= Ghost work =

Type of conditions of computer work
Ghost work is work performed by a human, but believed by a customer to be performed by an automated process. The term was coined by anthropologist Mary L. Gray and computer scientist Siddharth Suri in their 2019 book, Ghost Work: How to Stop Silicon Valley from Building a New Global Underclass.

== Definition ==
Gray and Suri state that ghost work focuses on task-based and content-driven work that can be funneled through the Internet and application programming interfaces (APIs). They say that this work can include labelling, editing, and sorting information or content, as well as content moderation.

They also state that ghost work can be performed remotely and on a contractual basis and that it is an invisible workforce, scaled for those who desire full-time, part-time, or ad-hoc work. A benefit of ghost work is flexible hours because the worker chooses when they complete a task, making it an appealing option for those in between jobs or in need of side work.

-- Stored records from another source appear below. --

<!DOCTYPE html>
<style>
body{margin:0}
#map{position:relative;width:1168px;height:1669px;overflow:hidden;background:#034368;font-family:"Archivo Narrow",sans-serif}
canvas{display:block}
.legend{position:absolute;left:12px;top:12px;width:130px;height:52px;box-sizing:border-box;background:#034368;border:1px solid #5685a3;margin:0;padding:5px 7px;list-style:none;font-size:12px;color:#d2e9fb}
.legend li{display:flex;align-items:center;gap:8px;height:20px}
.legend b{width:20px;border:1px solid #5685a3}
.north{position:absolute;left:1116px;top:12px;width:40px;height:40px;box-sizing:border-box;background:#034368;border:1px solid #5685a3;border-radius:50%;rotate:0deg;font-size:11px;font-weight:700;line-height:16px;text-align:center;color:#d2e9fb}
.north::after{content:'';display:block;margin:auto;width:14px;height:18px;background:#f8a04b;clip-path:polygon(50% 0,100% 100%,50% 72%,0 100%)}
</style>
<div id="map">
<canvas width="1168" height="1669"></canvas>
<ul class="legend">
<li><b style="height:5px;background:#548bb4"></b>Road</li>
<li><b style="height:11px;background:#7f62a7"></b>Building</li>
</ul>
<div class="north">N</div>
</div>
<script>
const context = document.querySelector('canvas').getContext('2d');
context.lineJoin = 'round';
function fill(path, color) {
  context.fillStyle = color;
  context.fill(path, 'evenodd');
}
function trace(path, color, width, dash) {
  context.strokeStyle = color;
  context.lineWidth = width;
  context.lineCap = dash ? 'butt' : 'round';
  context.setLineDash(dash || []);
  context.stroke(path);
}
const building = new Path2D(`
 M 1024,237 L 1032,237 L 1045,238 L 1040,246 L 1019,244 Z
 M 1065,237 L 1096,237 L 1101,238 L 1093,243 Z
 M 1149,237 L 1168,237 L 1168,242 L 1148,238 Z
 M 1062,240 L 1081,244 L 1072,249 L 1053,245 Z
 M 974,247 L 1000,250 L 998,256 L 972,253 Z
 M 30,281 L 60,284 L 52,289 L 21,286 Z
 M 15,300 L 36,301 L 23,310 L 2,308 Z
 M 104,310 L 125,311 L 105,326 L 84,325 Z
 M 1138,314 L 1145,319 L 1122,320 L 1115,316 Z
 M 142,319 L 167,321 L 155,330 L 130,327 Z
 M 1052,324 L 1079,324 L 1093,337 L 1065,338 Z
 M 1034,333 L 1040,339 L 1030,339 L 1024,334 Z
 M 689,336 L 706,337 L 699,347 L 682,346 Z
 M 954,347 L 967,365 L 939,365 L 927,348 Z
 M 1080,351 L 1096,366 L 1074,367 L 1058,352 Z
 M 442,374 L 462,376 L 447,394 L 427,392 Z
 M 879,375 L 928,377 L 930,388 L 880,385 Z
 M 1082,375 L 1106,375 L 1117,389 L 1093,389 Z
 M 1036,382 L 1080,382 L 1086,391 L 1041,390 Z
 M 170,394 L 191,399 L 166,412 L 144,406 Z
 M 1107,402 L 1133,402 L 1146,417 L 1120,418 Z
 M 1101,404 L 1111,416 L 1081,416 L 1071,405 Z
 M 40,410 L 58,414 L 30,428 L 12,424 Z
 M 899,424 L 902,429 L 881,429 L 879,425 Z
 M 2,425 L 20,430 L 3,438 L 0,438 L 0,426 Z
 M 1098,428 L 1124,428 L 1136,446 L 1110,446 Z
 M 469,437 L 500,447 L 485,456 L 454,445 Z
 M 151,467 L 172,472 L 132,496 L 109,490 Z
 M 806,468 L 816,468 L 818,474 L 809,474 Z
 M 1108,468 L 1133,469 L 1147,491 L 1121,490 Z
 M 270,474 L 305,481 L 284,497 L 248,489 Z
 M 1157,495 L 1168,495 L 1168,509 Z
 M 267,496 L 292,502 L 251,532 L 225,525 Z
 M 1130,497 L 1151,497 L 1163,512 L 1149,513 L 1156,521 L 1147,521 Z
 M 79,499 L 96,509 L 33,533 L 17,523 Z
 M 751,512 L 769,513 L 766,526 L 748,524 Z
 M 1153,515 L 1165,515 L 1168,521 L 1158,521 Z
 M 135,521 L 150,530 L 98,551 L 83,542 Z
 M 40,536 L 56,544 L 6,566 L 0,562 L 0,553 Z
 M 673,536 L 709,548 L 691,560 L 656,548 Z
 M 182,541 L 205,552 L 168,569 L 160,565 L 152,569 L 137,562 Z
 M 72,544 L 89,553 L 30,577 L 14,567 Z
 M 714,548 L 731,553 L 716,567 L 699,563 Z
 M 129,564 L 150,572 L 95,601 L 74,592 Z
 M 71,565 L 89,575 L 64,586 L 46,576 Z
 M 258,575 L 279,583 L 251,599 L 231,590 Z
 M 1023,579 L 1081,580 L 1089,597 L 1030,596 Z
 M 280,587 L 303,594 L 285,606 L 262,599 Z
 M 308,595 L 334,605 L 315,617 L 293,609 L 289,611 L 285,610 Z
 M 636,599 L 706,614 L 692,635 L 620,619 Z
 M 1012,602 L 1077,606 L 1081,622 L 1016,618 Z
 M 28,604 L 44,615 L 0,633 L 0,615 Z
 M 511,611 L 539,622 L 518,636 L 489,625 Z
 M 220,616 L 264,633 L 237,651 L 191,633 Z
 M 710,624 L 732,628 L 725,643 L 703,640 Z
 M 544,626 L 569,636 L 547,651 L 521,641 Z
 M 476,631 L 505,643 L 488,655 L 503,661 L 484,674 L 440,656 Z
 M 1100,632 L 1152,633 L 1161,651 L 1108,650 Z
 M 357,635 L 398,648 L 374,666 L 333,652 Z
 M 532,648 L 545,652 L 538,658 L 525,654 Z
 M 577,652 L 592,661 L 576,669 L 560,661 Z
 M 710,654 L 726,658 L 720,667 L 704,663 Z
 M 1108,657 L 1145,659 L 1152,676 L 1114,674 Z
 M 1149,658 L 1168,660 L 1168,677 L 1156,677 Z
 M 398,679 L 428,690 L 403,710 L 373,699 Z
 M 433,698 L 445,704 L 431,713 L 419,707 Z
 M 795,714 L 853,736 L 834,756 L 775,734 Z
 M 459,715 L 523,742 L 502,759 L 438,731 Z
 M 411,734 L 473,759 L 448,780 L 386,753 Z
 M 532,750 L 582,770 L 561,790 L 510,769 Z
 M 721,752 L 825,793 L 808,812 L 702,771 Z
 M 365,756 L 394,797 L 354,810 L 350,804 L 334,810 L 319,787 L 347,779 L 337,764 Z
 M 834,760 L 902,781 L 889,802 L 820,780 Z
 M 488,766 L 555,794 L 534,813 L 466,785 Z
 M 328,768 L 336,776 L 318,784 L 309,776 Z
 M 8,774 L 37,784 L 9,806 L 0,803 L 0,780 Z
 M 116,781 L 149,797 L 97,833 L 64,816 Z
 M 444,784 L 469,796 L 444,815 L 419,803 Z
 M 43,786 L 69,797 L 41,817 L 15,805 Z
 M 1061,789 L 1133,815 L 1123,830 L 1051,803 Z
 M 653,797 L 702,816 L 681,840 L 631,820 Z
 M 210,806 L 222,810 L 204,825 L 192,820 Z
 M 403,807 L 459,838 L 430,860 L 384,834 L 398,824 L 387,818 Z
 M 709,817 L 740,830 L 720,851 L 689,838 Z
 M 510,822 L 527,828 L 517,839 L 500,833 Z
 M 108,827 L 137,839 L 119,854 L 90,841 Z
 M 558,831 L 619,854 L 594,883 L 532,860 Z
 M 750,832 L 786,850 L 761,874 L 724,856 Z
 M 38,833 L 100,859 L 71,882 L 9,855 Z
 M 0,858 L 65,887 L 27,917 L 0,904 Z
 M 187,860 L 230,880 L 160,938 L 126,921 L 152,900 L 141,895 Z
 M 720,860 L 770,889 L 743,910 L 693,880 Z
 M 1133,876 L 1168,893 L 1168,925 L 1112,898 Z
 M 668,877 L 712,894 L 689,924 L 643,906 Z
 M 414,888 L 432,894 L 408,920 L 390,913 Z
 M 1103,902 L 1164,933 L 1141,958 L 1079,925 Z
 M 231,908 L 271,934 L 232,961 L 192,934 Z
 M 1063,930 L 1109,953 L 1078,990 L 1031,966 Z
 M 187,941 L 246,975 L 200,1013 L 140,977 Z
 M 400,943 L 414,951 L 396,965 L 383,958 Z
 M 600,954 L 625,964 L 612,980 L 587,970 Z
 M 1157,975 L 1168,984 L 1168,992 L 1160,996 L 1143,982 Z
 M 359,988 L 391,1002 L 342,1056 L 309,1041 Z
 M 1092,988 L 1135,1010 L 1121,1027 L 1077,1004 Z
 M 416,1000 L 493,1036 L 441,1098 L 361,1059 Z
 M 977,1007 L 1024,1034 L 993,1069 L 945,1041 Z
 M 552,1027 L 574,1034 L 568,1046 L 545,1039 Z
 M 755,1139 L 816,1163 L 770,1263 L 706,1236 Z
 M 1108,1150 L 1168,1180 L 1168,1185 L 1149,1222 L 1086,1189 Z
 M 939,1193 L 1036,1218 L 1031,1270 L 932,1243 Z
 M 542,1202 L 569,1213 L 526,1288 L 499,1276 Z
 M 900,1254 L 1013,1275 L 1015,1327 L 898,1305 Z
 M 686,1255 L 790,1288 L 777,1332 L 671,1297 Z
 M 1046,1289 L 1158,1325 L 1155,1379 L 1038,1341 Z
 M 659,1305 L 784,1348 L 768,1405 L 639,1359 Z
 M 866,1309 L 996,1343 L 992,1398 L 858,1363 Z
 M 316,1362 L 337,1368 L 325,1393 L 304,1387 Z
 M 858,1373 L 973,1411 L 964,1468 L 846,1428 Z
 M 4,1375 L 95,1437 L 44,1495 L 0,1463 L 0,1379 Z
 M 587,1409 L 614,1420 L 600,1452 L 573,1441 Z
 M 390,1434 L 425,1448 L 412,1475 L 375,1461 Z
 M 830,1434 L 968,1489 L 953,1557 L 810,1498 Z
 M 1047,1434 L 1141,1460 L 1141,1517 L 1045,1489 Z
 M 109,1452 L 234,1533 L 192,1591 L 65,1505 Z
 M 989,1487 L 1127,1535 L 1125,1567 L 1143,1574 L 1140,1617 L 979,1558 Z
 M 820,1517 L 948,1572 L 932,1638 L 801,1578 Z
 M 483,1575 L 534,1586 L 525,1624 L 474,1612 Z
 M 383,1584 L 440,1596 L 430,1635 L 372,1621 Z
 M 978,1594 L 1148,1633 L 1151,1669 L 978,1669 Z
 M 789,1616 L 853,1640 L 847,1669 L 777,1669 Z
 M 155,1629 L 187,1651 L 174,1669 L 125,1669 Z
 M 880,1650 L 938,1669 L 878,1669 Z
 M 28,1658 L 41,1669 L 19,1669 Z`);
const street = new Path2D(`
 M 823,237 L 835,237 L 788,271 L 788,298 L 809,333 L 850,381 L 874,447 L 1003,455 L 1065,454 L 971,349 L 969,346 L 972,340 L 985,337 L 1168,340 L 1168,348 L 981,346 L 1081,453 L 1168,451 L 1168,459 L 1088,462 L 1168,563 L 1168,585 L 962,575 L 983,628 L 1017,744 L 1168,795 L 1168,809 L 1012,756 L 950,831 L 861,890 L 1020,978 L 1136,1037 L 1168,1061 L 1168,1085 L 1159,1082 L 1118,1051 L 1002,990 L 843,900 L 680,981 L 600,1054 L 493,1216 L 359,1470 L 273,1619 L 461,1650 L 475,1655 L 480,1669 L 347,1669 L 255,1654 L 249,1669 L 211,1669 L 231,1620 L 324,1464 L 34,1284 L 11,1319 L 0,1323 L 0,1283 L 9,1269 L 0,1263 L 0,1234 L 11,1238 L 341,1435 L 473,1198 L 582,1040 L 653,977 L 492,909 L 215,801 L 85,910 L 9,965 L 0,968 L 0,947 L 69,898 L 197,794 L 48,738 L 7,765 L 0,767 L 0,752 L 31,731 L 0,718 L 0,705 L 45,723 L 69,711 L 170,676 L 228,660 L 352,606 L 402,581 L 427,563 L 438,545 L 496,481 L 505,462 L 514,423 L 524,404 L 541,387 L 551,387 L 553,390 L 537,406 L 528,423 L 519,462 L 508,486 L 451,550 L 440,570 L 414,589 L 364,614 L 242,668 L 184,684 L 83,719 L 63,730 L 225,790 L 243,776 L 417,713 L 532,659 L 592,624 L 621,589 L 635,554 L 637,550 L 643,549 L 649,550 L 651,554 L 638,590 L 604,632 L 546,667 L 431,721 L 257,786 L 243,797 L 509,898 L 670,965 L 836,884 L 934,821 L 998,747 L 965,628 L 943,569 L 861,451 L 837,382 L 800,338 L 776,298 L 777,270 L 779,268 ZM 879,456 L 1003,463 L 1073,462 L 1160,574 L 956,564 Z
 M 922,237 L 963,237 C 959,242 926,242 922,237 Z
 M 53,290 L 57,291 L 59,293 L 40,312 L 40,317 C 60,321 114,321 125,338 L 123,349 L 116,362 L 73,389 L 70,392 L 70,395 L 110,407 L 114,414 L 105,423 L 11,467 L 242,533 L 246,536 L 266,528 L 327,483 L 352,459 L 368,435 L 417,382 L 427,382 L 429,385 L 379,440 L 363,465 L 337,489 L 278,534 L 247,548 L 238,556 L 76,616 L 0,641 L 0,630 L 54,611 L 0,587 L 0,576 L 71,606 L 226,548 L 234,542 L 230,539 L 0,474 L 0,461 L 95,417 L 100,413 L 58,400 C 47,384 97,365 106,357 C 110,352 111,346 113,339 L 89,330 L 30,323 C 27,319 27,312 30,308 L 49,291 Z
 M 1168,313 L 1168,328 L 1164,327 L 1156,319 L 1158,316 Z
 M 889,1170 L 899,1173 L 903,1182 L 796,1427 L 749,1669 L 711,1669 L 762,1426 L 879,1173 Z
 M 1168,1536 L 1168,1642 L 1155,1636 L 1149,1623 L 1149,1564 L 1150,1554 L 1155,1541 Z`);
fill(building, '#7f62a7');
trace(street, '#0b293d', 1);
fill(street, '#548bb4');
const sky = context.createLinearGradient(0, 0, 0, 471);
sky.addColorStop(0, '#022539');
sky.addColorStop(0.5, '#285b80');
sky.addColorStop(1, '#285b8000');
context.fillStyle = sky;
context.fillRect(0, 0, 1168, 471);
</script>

Ghost work is differentiated from gig work or temporary work because it is task-based and uncredited. While gig work involves a general platform, ghost work emphasizes the software or algorithm aspect of assisting machines to automate further. Through labelling content, ghost workers teach the machine to learn. Ghost workers at Amazon have found ways to help each other and self-organize, often through WhatsApp groups where they mobilize to push for changes to the platform.

== False perception ==
According to Lilly Irani, an associate professor of labor at the University of California, San Diego, the computer science world and tech companies are invested in producing the image of technological magic. She says that MTurk– Amazon's task/ gig recruiting platform– hides the people involved in the production, whose visibility could otherwise obstruct this favorable perception. Her view is that this perception isn't only aimed at the public image of the company but also at investors, who are significantly more likely to back businesses built on scalable technology, rather than unwieldy work forces demanding office space and minimum wages. In addition, she feels that there is a strong belief that these workers are a stopgap until better AI reduces the need for relying on humans for such tasks. Despite the belief, the market for ghost work doesn't show apparent signs of declining. There are some disadvantages, but the ghost work industry will potentially grow even more in the upcoming years.